What exactly do we achieve with our gut-level reaction to boycott companies that profit from the sweat of Third World children? Do you release them from their sweatshop prisons to go back to sunny schools and kindergartens? Do their moms and dads get promoted to higher paying jobs in air-conditioned offices when you refuse to buy from Walmart? Alas, this is one more example of nice people acting with good intentions only to increase the misery. Boycotting sweatshops, insisting on regulations meant to improve work conditions, or legislation to raise wages "across the board" leaves millions of people the choice of crime, prostitution, or starvation. The only short-term beneficiaries of such consumer activism and legal barriers are certain declining unionized American industries and their lobbyists in Washington, D.C.
One reason why Africa is lagging behind other underdeveloped parts of the world is the inability of local governments to create an environment conducive to opening enough sweatshops. Both parents and children in those countries are happy when free trade allows a new factory to open up new opportunities for them, enabling them to move away from much more dangerous and less rewarding alternative occupations in their agricultural or informal urban sectors.

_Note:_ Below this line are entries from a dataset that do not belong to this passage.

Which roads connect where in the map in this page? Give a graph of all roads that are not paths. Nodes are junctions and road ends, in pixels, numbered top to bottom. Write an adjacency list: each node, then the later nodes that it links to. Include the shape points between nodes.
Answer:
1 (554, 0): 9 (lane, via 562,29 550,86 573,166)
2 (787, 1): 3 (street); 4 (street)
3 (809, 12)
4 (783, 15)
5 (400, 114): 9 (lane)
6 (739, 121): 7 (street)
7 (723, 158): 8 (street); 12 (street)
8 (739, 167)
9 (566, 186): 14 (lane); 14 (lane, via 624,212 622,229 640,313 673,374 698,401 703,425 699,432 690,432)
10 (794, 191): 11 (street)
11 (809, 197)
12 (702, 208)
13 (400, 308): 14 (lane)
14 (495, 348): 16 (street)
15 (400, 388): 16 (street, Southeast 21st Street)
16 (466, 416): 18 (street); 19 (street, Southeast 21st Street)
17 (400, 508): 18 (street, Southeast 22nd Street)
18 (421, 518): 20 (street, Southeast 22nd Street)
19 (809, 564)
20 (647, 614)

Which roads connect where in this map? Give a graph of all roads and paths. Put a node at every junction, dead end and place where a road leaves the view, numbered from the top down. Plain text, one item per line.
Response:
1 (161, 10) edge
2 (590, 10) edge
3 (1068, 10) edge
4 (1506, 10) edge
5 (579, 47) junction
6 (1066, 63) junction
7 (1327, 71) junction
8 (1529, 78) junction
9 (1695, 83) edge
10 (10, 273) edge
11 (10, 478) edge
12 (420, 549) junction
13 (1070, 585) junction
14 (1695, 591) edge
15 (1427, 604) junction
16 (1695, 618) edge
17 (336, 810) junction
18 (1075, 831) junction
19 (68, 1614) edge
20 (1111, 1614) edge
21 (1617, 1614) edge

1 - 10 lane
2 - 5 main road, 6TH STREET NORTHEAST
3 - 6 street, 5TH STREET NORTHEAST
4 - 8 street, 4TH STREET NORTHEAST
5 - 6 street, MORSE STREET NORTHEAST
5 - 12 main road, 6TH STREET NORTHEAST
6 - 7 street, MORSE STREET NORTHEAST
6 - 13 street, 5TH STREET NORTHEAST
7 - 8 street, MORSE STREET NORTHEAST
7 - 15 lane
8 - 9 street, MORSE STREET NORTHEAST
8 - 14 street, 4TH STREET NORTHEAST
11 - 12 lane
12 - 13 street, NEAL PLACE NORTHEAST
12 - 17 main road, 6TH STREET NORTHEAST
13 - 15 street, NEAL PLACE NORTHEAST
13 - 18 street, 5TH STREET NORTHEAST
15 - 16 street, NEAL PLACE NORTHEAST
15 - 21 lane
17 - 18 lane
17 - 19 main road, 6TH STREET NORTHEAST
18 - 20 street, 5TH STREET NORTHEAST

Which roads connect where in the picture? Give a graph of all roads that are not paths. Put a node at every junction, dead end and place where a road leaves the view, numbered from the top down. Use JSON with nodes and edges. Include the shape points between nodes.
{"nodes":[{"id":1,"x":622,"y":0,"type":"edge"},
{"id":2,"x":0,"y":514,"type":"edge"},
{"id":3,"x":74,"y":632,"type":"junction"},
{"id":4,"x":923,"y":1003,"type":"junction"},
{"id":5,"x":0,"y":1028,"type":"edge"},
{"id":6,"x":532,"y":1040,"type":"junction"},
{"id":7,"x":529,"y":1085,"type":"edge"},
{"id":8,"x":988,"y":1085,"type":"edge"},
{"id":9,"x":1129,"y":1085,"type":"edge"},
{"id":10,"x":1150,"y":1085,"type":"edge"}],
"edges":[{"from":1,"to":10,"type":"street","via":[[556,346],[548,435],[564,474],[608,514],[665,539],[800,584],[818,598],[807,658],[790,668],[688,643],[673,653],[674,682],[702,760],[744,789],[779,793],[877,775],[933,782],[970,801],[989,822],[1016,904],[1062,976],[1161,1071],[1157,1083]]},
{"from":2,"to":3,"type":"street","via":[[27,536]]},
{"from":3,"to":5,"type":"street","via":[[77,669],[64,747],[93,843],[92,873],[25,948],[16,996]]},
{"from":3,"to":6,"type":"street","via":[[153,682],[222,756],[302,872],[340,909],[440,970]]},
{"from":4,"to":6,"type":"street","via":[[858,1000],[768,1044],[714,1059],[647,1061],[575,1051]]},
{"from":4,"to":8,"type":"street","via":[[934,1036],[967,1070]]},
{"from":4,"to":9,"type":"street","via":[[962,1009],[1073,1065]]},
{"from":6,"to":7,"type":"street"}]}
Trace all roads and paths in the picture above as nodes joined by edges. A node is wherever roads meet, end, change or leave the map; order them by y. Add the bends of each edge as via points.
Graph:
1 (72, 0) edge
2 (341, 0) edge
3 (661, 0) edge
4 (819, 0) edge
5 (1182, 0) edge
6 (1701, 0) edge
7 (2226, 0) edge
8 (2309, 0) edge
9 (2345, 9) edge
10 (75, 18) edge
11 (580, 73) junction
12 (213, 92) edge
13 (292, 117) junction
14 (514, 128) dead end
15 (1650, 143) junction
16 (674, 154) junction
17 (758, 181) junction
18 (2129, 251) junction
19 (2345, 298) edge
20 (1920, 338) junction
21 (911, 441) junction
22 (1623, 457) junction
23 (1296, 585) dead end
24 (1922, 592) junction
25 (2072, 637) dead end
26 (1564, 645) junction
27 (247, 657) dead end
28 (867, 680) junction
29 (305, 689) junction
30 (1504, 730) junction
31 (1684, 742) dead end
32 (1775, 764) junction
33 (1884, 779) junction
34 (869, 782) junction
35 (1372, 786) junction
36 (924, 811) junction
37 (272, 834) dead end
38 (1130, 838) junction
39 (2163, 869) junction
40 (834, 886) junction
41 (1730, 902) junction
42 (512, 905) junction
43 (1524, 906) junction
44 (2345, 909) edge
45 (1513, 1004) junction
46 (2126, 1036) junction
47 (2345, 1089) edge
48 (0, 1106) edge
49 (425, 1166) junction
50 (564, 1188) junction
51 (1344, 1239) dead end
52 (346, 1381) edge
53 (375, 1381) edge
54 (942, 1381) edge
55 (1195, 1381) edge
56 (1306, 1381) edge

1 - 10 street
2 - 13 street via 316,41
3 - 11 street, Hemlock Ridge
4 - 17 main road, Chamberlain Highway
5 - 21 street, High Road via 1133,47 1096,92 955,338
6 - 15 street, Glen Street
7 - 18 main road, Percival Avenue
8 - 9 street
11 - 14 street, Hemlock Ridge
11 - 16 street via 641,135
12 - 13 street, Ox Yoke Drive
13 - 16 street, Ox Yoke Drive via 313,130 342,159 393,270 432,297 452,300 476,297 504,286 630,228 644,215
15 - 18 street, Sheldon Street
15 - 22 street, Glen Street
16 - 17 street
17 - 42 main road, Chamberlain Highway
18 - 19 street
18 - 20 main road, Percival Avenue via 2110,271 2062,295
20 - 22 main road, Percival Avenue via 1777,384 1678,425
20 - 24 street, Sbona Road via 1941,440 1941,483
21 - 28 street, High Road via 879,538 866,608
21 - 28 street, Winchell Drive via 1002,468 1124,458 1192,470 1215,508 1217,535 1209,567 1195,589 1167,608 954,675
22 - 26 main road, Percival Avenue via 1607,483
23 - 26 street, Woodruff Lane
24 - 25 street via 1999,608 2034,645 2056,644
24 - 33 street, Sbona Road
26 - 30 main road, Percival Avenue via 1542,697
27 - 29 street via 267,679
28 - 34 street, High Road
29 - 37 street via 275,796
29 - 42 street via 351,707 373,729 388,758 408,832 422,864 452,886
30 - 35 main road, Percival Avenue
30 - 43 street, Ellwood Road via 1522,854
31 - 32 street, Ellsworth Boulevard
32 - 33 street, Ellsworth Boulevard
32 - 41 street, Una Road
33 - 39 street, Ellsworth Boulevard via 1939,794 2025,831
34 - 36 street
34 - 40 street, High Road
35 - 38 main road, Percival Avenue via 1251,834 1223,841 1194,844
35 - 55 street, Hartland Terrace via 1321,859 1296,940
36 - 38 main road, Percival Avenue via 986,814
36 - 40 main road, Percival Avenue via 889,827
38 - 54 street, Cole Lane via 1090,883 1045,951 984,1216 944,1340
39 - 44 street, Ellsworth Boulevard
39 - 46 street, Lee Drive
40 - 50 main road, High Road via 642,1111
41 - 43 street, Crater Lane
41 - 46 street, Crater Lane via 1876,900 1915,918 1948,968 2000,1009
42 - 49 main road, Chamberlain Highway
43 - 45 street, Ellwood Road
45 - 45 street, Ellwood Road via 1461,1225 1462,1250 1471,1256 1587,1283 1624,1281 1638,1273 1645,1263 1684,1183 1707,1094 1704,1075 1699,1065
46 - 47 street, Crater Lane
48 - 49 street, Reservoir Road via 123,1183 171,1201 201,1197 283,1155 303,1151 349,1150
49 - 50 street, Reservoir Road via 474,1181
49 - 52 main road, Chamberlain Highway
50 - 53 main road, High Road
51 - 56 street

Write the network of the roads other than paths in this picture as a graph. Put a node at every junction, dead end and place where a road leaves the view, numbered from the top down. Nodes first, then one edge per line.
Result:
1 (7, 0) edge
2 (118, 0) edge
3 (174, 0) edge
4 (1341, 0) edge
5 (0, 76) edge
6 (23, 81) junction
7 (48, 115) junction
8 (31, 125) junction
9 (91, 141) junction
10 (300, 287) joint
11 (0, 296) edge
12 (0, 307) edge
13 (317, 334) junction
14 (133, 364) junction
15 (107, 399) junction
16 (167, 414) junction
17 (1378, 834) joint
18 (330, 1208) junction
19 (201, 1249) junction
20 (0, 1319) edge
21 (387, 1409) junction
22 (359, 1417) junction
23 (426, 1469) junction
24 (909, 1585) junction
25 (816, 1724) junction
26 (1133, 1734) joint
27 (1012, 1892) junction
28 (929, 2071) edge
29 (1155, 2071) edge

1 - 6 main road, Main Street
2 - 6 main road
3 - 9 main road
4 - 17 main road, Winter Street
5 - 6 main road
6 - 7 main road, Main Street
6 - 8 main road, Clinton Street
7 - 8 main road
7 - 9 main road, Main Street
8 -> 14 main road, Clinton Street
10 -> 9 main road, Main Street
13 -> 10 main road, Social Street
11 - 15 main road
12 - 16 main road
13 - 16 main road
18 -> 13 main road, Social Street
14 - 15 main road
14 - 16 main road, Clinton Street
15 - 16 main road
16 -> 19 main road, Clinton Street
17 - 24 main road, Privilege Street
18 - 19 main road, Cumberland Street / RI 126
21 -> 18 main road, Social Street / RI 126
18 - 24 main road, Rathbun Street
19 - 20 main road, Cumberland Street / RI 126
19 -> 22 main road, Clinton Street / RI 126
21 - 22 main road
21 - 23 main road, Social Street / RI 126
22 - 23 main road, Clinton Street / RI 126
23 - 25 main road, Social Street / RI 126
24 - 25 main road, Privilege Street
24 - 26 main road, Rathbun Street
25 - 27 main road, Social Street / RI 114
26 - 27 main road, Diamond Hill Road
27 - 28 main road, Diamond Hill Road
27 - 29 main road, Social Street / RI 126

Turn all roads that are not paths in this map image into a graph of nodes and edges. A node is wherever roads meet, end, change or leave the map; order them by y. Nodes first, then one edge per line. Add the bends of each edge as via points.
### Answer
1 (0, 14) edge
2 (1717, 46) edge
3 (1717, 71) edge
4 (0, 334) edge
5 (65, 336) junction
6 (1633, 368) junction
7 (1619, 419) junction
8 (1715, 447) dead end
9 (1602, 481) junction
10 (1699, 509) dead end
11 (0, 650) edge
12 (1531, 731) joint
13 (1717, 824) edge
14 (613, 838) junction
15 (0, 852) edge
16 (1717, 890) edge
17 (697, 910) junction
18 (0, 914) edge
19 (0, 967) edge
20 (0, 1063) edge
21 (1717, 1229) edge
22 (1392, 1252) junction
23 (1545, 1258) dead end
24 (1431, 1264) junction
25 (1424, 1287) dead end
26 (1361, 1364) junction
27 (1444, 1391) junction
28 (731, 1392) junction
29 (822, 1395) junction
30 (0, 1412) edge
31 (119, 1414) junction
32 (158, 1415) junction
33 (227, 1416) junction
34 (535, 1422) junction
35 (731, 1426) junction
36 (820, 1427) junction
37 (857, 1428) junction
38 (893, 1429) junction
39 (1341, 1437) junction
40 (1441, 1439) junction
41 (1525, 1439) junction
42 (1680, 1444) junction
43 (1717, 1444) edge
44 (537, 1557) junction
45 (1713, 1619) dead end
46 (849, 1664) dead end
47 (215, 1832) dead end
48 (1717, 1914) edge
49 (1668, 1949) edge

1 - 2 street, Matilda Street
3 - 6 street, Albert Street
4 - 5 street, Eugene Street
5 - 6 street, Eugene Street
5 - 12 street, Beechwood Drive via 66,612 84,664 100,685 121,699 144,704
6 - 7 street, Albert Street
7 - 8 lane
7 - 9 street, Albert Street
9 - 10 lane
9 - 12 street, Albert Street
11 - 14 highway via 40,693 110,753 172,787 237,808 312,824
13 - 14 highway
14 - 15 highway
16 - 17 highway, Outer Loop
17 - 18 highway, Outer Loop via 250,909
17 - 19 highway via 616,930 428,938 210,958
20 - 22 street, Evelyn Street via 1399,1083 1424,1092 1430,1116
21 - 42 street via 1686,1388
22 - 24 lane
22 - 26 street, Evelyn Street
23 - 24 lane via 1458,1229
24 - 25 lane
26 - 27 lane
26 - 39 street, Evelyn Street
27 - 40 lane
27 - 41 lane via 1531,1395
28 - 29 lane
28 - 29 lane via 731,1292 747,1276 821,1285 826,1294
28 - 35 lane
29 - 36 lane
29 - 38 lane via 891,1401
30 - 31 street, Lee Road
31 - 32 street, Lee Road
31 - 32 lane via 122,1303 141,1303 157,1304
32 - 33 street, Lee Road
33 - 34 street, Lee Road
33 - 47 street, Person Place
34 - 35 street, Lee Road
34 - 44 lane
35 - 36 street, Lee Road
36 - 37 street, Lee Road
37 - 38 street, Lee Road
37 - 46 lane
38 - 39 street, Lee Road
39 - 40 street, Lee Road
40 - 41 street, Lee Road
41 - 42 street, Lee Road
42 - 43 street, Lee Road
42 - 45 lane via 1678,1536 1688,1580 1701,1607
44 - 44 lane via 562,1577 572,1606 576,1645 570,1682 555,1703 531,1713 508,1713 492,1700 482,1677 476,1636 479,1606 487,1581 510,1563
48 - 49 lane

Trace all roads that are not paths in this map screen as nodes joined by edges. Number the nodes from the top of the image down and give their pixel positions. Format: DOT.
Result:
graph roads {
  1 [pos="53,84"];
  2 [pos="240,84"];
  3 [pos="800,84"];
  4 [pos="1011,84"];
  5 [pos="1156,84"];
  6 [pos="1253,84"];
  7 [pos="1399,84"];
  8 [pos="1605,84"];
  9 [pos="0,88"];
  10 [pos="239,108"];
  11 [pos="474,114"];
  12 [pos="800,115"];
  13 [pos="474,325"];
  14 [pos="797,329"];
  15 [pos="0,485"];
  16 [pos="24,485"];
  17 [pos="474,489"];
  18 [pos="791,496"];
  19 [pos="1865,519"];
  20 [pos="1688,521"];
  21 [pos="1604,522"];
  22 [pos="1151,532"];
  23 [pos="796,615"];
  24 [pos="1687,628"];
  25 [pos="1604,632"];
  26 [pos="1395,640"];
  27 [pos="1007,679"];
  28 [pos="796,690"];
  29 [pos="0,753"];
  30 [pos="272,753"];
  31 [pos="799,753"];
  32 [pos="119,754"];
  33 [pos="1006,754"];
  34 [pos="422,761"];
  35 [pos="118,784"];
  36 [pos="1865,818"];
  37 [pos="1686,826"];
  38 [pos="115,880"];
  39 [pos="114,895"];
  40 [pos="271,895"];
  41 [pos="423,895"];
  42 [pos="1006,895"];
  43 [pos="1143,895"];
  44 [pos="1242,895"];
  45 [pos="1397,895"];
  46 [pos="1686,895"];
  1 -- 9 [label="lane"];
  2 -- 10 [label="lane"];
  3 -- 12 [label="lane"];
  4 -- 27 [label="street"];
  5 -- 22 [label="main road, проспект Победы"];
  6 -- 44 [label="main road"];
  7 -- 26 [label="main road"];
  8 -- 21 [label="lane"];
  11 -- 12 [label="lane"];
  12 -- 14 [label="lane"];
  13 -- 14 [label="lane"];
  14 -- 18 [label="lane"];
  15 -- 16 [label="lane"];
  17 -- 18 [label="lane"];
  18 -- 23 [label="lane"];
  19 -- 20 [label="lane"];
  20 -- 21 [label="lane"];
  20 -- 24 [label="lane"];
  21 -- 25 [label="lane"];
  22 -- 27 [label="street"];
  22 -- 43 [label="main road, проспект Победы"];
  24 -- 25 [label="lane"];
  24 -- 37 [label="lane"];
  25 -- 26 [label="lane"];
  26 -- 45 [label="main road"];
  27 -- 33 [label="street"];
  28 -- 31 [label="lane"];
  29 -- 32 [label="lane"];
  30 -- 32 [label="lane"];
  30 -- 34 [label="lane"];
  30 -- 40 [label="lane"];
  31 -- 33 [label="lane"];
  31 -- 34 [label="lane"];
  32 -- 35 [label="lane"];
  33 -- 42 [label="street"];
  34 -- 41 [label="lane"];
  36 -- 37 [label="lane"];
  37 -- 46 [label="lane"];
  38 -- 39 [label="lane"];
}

When you refuse to buy their jeans and sneakers on economically unsound, ideologically skewed, pseudo-religious principles, you close the best opportunity they currently have to make a living, accumulate skills and capital to start their own business, and provide better choices for the next generation. So next time a group of Ivy League college activists try to recruit you to boycott the sweatshops, you may want to tell their bleeding hearts to wake up their slothful brains and go talk to the people that they want to "help." And they may hear in reply: "Give us more sweatshops!"